O STJ entendeu que viola a dimensão ecológica da dignidade humana a reintegração, ao seu habitat natural, de ave silvestre que já possui hábitos de animal de estimação e convivência habitual duradoura com seu dono.” (REsp 1.797.175-SP, Rel. Min. Og Fernandes, por unanimidade, julgado em 21/03/2019, DJe 28/03/2019)


Vamos a uma breve análise da decisão:


1) O STJ entendeu ser necessário reformular o conceito de dignidade à luz da matriz jusfilosófica biocêntrica ou ecocêntrica, capaz de reconhecer a teia da vida que permeia as relações entre ser humano e natureza, conferindo um valor intrínseco aos seres sensitivos não humanos, que passam a ter reconhecido o status moral e dividir com o ser humano a mesma comunidade moral.


2) Nesse sentido, é possível até mesmo a limitações aos direitos fundamentais dos seres humanos com base no reconhecimento de interesses não humanos.
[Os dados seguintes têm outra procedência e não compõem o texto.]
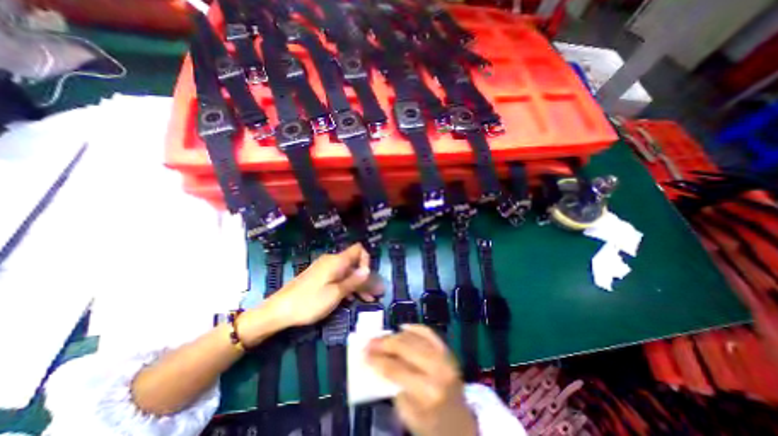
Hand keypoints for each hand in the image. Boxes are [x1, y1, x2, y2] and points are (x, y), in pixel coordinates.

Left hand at [241, 245, 379, 340]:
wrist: (279, 310)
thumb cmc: (309, 302)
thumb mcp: (336, 293)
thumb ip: (354, 280)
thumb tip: (368, 269)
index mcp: (337, 261)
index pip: (358, 250)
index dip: (367, 260)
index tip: (369, 277)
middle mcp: (332, 261)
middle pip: (354, 264)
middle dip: (366, 277)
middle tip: (377, 293)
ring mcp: (325, 269)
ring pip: (347, 273)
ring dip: (358, 284)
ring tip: (369, 299)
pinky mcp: (319, 277)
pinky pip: (338, 278)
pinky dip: (347, 287)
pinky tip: (352, 299)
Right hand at [369, 323, 477, 435]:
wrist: (461, 424)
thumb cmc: (432, 425)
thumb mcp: (408, 416)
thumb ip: (393, 387)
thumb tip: (379, 362)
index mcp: (427, 391)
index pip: (396, 369)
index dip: (378, 359)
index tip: (364, 353)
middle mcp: (437, 369)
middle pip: (405, 347)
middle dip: (385, 343)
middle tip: (370, 342)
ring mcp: (445, 357)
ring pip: (415, 337)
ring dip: (396, 335)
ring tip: (382, 337)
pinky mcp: (448, 351)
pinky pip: (428, 333)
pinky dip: (414, 328)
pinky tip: (402, 328)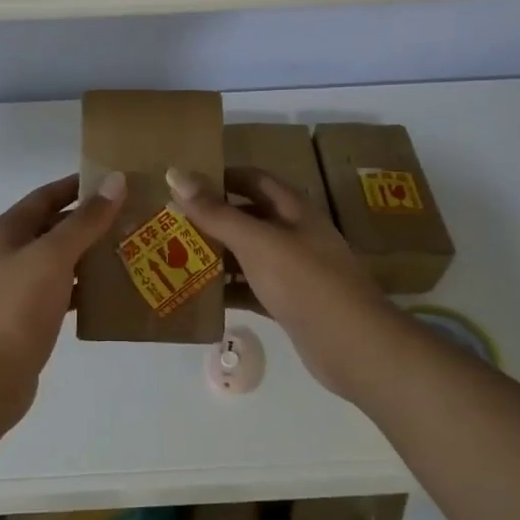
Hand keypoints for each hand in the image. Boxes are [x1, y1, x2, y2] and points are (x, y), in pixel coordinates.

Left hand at [0, 171, 126, 422]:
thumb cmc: (18, 306)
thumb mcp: (54, 256)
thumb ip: (86, 220)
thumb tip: (116, 181)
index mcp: (8, 231)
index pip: (47, 195)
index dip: (79, 185)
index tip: (117, 181)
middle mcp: (11, 253)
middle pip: (55, 226)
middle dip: (92, 220)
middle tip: (134, 216)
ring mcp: (20, 285)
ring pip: (62, 259)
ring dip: (92, 253)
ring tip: (132, 248)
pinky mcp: (32, 314)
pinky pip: (64, 289)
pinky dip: (87, 286)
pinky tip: (115, 289)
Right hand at [167, 165, 408, 400]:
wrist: (351, 345)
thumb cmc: (304, 281)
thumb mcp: (256, 241)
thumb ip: (215, 212)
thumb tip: (175, 174)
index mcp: (292, 208)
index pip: (251, 178)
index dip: (219, 176)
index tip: (180, 183)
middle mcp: (293, 233)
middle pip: (246, 216)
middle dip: (210, 218)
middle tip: (168, 223)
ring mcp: (292, 269)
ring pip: (246, 254)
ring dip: (215, 254)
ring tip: (173, 257)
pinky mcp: (287, 302)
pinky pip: (250, 287)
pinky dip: (227, 289)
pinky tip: (198, 295)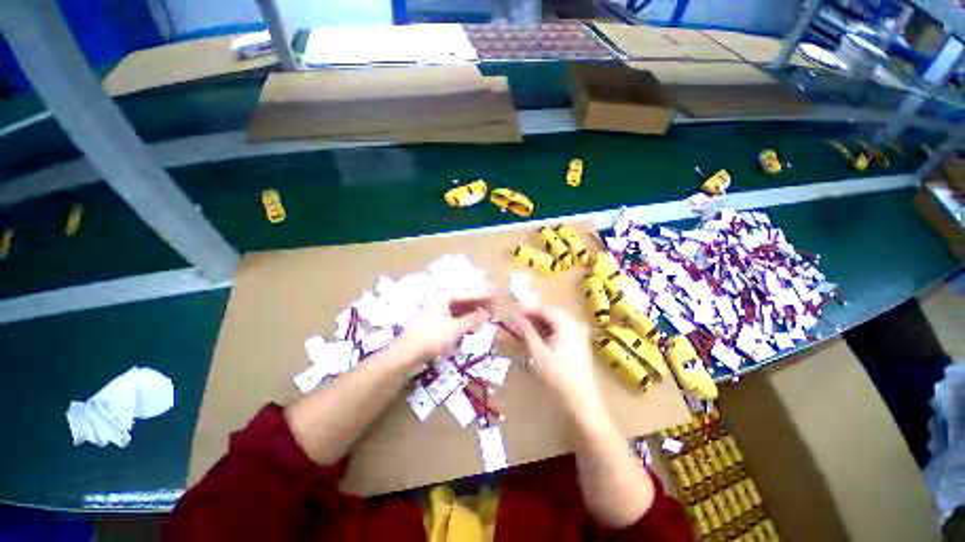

3) E mais: a ideia de um tratamento não cruel dos animais deve buscar o seu fundamento não mais na dignidade humana ou na compaixão humana, mas sim na própria dignidade inerente às existências dos animais não humanos.


4) No caso em apreço, o Tribunal entendeu que a reintegração de ave ao seu habitat natural, conquanto possível, pode ocasionar-lhe mais prejuízos do que benefícios, tendo em vista que o papagaio já possui hábitos de ave de estimação e convive há cerca de 23 anos com o ser humano.


5) Sustentou, ainda, que a indefinição da destinação final do animal viola a dimensão ecológica da dignidade humana, pois as múltiplas mudanças de ambiente perpetuam o estresse do animal, pondo em dúvida a viabilidade de uma readaptação a um novo ambiente.